**Data shown**
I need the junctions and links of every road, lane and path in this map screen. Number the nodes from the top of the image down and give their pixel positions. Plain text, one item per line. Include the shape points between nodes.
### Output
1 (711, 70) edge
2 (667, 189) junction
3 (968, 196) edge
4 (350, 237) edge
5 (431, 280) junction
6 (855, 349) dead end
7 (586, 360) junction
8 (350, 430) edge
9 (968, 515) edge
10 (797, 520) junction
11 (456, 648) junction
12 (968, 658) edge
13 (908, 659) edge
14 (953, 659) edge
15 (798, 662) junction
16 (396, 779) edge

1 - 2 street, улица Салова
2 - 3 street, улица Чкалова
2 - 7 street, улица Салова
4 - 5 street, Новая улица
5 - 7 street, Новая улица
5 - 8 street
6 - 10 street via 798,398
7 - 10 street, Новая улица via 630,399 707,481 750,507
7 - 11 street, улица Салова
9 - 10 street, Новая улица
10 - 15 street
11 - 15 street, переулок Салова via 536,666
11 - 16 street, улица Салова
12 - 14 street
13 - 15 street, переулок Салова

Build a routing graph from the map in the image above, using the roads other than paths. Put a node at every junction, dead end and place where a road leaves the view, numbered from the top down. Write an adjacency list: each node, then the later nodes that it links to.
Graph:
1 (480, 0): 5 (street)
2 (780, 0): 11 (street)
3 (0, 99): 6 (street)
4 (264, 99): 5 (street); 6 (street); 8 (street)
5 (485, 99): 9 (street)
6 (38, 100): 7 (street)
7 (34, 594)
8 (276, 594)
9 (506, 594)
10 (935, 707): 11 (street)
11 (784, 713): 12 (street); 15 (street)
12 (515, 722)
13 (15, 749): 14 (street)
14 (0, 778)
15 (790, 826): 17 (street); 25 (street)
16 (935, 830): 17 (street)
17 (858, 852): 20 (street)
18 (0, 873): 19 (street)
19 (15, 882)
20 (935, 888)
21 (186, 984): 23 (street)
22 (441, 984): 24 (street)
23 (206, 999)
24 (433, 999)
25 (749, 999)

**Task to complete**
Copy the data exactly. Leave nothing out.

**Task output**
I need the junctions and links of every road, lane and path in this map screen. Number the nodes from the top of the image down and give their pixel positions. Plain text, one item per line. Include the shape points between nodes.
### Output
1 (711, 70) edge
2 (667, 189) junction
3 (968, 196) edge
4 (350, 237) edge
5 (431, 280) junction
6 (855, 349) dead end
7 (586, 360) junction
8 (350, 430) edge
9 (968, 515) edge
10 (797, 520) junction
11 (456, 648) junction
12 (968, 658) edge
13 (908, 659) edge
14 (953, 659) edge
15 (798, 662) junction
16 (396, 779) edge

1 - 2 street, улица Салова
2 - 3 street, улица Чкалова
2 - 7 street, улица Салова
4 - 5 street, Новая улица
5 - 7 street, Новая улица
5 - 8 street
6 - 10 street via 798,398
7 - 10 street, Новая улица via 630,399 707,481 750,507
7 - 11 street, улица Салова
9 - 10 street, Новая улица
10 - 15 street
11 - 15 street, переулок Салова via 536,666
11 - 16 street, улица Салова
12 - 14 street
13 - 15 street, переулок Салова

Build a routing graph from the map in the image above, using the roads other than paths. Put a node at every junction, dead end and place where a road leaves the view, numbered from the top down. Write an adjacency list: each node, then the later nodes that it links to.
Graph:
1 (480, 0): 5 (street)
2 (780, 0): 11 (street)
3 (0, 99): 6 (street)
4 (264, 99): 5 (street); 6 (street); 8 (street)
5 (485, 99): 9 (street)
6 (38, 100): 7 (street)
7 (34, 594)
8 (276, 594)
9 (506, 594)
10 (935, 707): 11 (street)
11 (784, 713): 12 (street); 15 (street)
12 (515, 722)
13 (15, 749): 14 (street)
14 (0, 778)
15 (790, 826): 17 (street); 25 (street)
16 (935, 830): 17 (street)
17 (858, 852): 20 (street)
18 (0, 873): 19 (street)
19 (15, 882)
20 (935, 888)
21 (186, 984): 23 (street)
22 (441, 984): 24 (street)
23 (206, 999)
24 (433, 999)
25 (749, 999)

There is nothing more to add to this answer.